Fue una celebridad de la época. Era provocador, en sus obras y en su vida. Se vestía de maneras extravagantes y desplegaba extensos monólogos en las conversaciones que sostenía.
Wilde era anarquista. En El alma del hombre bajo el socialismo, un ensayo publicado en 1891, escribió: “A veces la gente se pregunta bajo qué tipo de gobierno viviría mejor el artista, y sólo hay una respuesta: en ninguno”.
A pesar de la gran importancia de su pluma, Wilde pasó del éxito a la ruina y casi al olvido debido a su orientación sexual. De hecho, en sus obras autocensuró pasajes homoeróticos para evitar el rechazo. En la página 147 de El retrato de Dorian Gray, Basil le decía a Dorian: «Es totalmente cierto que te he idolatrado con mucho más romance del que un hombre debiera jamás consagrar a un amigo. De una manera en que nunca he amado a una mujer… Admito por completo que te he adorado locamente, extravagantemente, absurdamente».
“Todo santo tiene un pasado y todo pecador tiene un futuro”, Oscar Wilde.
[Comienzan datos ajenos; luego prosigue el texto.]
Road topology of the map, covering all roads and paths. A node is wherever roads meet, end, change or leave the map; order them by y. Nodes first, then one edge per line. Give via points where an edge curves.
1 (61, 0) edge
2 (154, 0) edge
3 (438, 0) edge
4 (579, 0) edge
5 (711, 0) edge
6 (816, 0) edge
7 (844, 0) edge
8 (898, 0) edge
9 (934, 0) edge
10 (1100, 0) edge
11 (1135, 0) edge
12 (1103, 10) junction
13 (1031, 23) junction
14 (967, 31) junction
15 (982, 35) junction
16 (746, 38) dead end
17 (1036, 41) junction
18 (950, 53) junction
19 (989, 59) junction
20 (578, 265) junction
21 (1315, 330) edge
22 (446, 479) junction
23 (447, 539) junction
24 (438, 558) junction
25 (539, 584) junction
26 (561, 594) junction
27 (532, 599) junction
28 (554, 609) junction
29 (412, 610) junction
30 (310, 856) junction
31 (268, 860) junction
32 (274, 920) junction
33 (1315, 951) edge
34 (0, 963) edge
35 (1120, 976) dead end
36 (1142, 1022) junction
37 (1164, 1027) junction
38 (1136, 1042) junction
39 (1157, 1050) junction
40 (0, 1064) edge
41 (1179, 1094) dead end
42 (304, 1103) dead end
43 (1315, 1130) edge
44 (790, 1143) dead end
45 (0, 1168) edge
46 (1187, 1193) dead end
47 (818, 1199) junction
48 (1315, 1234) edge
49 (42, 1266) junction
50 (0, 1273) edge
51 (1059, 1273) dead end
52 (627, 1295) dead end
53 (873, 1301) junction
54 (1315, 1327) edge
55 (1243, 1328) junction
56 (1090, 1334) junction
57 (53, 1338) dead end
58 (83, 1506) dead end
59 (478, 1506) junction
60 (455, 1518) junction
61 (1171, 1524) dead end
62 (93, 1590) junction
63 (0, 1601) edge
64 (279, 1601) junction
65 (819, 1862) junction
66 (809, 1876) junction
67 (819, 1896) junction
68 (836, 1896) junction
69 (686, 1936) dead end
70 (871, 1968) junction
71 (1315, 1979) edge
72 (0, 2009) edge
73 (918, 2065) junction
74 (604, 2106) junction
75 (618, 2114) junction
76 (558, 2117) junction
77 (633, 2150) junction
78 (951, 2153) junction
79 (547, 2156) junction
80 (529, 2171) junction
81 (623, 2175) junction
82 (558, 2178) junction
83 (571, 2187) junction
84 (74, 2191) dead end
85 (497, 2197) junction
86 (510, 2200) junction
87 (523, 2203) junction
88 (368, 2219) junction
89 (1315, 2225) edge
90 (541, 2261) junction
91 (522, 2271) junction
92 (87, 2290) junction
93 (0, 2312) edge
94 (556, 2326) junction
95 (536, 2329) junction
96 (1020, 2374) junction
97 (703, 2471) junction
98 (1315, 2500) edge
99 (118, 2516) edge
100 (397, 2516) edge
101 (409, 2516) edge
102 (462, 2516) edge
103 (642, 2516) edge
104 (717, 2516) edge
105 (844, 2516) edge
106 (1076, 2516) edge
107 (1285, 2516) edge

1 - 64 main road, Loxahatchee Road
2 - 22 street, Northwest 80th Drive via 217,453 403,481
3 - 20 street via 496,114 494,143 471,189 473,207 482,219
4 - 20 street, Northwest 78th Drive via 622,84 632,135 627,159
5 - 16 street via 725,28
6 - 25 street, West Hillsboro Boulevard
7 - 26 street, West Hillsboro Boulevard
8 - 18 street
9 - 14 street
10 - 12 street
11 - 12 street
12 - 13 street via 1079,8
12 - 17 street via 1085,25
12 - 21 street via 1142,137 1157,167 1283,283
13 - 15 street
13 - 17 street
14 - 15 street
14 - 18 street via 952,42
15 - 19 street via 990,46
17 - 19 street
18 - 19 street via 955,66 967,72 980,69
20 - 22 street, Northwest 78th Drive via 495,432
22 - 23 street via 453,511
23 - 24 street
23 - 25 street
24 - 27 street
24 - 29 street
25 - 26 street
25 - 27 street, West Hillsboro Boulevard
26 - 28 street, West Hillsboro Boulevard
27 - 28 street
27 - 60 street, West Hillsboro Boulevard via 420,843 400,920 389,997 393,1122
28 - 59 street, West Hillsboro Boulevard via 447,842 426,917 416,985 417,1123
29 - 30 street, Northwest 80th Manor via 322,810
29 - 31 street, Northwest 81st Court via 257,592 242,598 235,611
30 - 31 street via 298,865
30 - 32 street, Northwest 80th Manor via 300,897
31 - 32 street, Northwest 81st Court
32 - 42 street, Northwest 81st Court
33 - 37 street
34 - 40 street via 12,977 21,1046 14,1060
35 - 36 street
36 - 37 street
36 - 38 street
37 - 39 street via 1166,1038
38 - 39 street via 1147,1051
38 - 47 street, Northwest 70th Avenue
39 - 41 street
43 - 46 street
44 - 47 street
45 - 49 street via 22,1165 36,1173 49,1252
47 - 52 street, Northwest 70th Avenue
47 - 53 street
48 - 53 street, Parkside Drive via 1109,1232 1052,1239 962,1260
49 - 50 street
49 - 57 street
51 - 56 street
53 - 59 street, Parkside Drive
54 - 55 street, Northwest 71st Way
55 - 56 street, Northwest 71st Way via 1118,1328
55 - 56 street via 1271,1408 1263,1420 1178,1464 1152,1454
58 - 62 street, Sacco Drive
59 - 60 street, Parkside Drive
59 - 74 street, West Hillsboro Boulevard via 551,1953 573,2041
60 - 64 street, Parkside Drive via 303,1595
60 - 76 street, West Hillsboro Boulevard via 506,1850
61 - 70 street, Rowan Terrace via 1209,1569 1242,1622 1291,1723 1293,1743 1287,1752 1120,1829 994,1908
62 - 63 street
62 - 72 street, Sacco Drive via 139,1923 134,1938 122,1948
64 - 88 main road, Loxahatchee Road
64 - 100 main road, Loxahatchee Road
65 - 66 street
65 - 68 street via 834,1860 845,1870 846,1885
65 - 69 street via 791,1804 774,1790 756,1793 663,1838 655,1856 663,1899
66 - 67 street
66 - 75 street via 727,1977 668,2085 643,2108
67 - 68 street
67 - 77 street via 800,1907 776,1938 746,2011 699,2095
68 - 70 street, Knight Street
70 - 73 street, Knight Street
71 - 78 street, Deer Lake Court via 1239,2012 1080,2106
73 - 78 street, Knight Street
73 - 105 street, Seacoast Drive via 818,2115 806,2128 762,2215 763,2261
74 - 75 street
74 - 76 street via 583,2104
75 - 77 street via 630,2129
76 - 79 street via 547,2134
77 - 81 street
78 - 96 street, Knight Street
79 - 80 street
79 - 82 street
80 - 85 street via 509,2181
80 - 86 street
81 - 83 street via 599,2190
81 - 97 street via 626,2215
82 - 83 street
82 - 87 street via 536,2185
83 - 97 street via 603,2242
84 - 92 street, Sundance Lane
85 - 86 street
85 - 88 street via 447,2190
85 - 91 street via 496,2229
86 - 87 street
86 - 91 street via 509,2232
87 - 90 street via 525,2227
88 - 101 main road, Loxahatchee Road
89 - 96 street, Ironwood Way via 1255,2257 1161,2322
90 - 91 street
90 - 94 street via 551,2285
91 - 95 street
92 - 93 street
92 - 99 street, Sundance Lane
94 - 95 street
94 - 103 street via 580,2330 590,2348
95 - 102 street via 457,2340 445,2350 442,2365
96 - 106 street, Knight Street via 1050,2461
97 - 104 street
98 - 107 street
No solo enfrentó el rechazo: Wilde estuvo preso por ser homosexual. Alfred Douglas era un joven escritor de la nobleza escocesa, amigo y amante de Oscar Wilde. El padre de Douglas le escribió una carta a Wilde donde lo trató de “aquel que presume de sodomita”. El contraataque fue una denuncia por calumnias. Llegaron los juicios y finalmente la cárcel. Wilde fue acusado de sodomía y de grave indecencia.
Al salir de la cárcel, Wilde se reencontró con Alfred Douglas en la ciudad francesa de Ruan y vivieron juntos, unos meses, en un pueblo italiano cerca de Nápoles. Finalmente, se separaron. Los últimos días de Wilde ocurrieron en París donde prefirió hacer una vida tranquila y silenciosa. Se cambió el nombre (Sebastián Melmoth) y se convirtió al catolicismo.
El viernes 30 de noviembre de 1900, a las cinco y media de la mañana, Oscar Wilde «entró en la agonía». Falleció a las dos menos diez de la tarde en la habitación del hotel de París en la que vivía.